We moeten ervan uitgaan dat deze strijd decennia zal duren. Een oorlog kun je beëindigen met onderhandelingen en een vredesverdrag maar daarna begint het pas. Verzoening brengen, situaties scheppen waarin mensen zelf hun levensomstandigheden verbeteren, zorgen voor behoorlijk onderwijs en overtuigende vertogen waar de terroristische ideologen geen antwoord op weten, dat zijn zaken van zeer lange adem. We hebben er niet alleen soldaten voor nodig maar juist ook technici, taalkundigen, sociale wetenschappers, schrijvers, zangers en muzikanten. Schrijvers, zangers en muzikanten? Zonder hen kun je geen levensbeschouwelijke oorlog winnen, want daarin speelt cultuur een wezenlijke rol.

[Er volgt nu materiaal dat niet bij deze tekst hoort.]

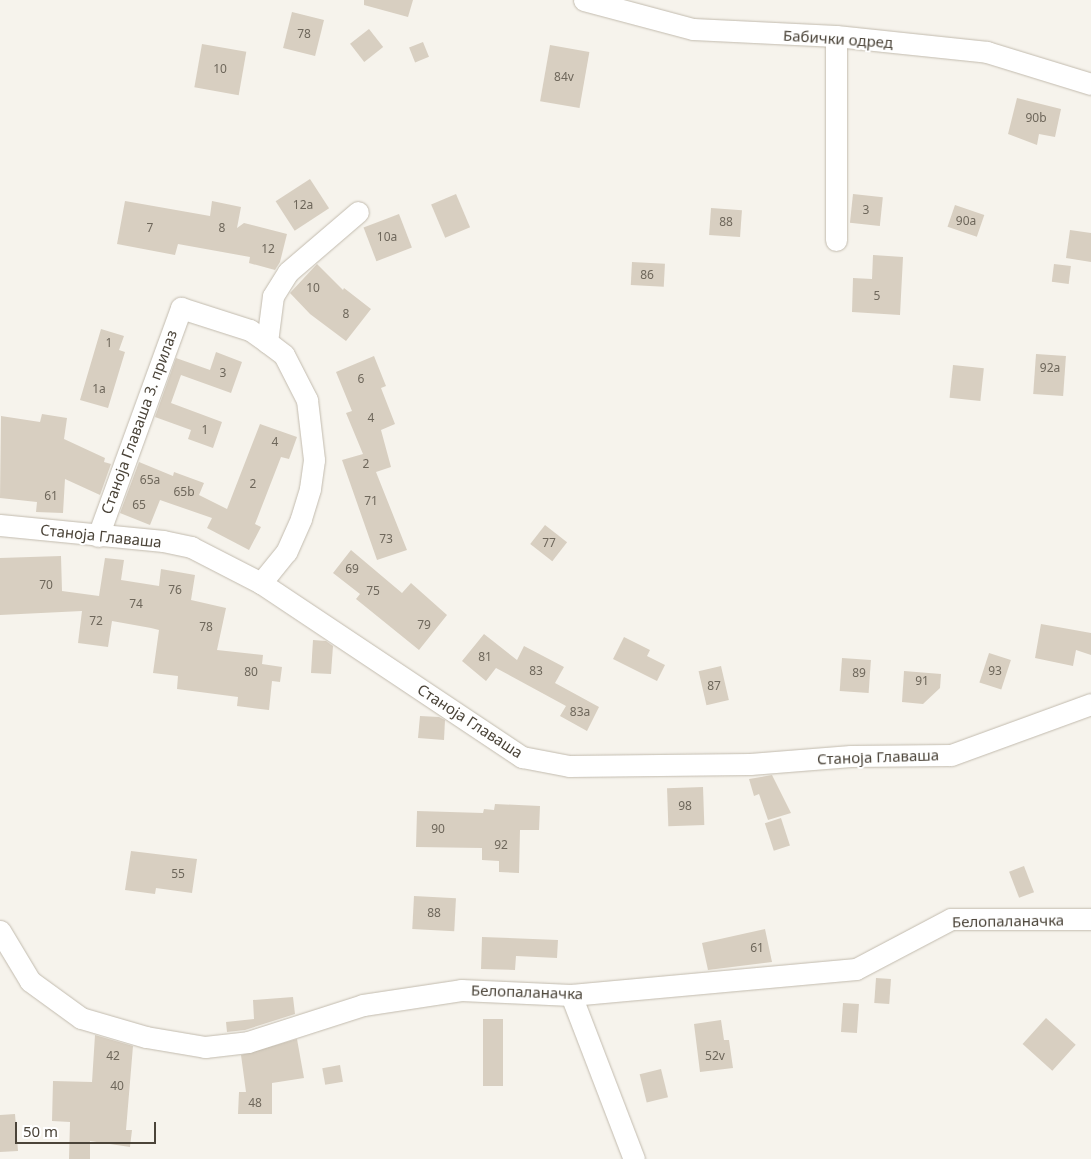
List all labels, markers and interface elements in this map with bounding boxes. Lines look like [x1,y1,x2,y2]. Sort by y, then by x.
street label: Бабички одред [782,26,894,52]
house number: 78 [297,27,311,41]
house number: 10 [213,62,227,76]
house number: 84v [554,70,574,84]
house number: 90b [1025,111,1047,125]
house number: 12a [293,198,313,212]
house number: 3 [863,203,869,217]
house number: 90a [956,214,976,228]
house number: 88 [719,215,733,229]
house number: 7 [147,221,153,235]
house number: 8 [219,221,225,235]
house number: 10a [377,230,397,244]
house number: 12 [261,242,275,256]
house number: 86 [640,268,654,282]
house number: 10 [306,281,320,295]
house number: 5 [874,289,880,303]
house number: 8 [343,307,349,321]
street label: Станоја Главаша 3. прилаз [97,328,181,516]
house number: 1 [106,336,112,350]
house number: 92a [1040,361,1060,375]
house number: 3 [220,366,226,380]
house number: 6 [358,372,364,386]
house number: 1a [92,382,106,396]
house number: 4 [368,411,374,425]
house number: 1 [202,423,208,437]
house number: 4 [272,435,278,449]
house number: 2 [363,457,369,471]
house number: 65a [140,473,160,487]
house number: 2 [250,477,256,491]
house number: 65b [173,485,195,499]
house number: 61 [44,489,58,503]
house number: 71 [364,494,378,508]
house number: 65 [132,498,146,512]
street label: Станоја Главаша [39,521,163,551]
house number: 73 [379,532,393,546]
house number: 77 [542,536,556,550]
house number: 69 [345,562,359,576]
house number: 70 [39,578,53,592]
house number: 76 [168,583,182,597]
house number: 75 [366,584,380,598]
house number: 74 [129,597,143,611]
house number: 72 [89,614,103,628]
house number: 79 [417,618,431,632]
house number: 78 [199,620,213,634]
house number: 81 [478,650,492,664]
house number: 83 [529,664,543,678]
house number: 93 [988,664,1002,678]
house number: 80 [244,665,258,679]
house number: 89 [852,666,866,680]
house number: 91 [915,674,929,688]
house number: 87 [707,679,721,693]
street label: Станоја Главаша [414,680,526,762]
house number: 83a [570,705,590,719]
street label: Станоја Главаша [817,746,939,768]
house number: 98 [678,799,692,813]
house number: 90 [431,822,445,836]
house number: 92 [494,838,508,852]
house number: 55 [171,867,185,881]
house number: 88 [427,906,441,920]
street label: Белопаланачка [952,911,1064,931]
house number: 61 [750,941,764,955]
street label: Белопаланачка [471,981,583,1003]
house number: 42 [106,1049,120,1063]
house number: 52v [705,1049,725,1063]
house number: 40 [110,1079,124,1093]
house number: 48 [248,1096,262,1110]
scale bar [18,1112,159,1144]
text: 50 m [23,1121,58,1141]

Het gaat biljoenen kosten, bloed zal blijven vloeien, het zal de grootste test van ons uithoudingsvermogen worden van de laatste tweeduizend jaar. Geloof niet in de kannengieters met hun it is the Islam, stupid en hun geroep om gesloten grenzen. Er is geen simpele strategie die binnen afzienbare tijd naar de overwinning leidt. Wie iets anders beweert, is een leugenaar. Toch is er reden genoeg voor hoop op de overwinning. In de eerste uren na de aanslag verschenen mensen in hun auto die verdwaasde concertbezoekers naar huis reden. Anderen begonnen flesjes drinkwaters in de winkels rond de Arena te kopen om die uit te delen. Hotels openden hun deuren. Met zulke mensen en met zo een mentaliteit winnen wij deze oorlog.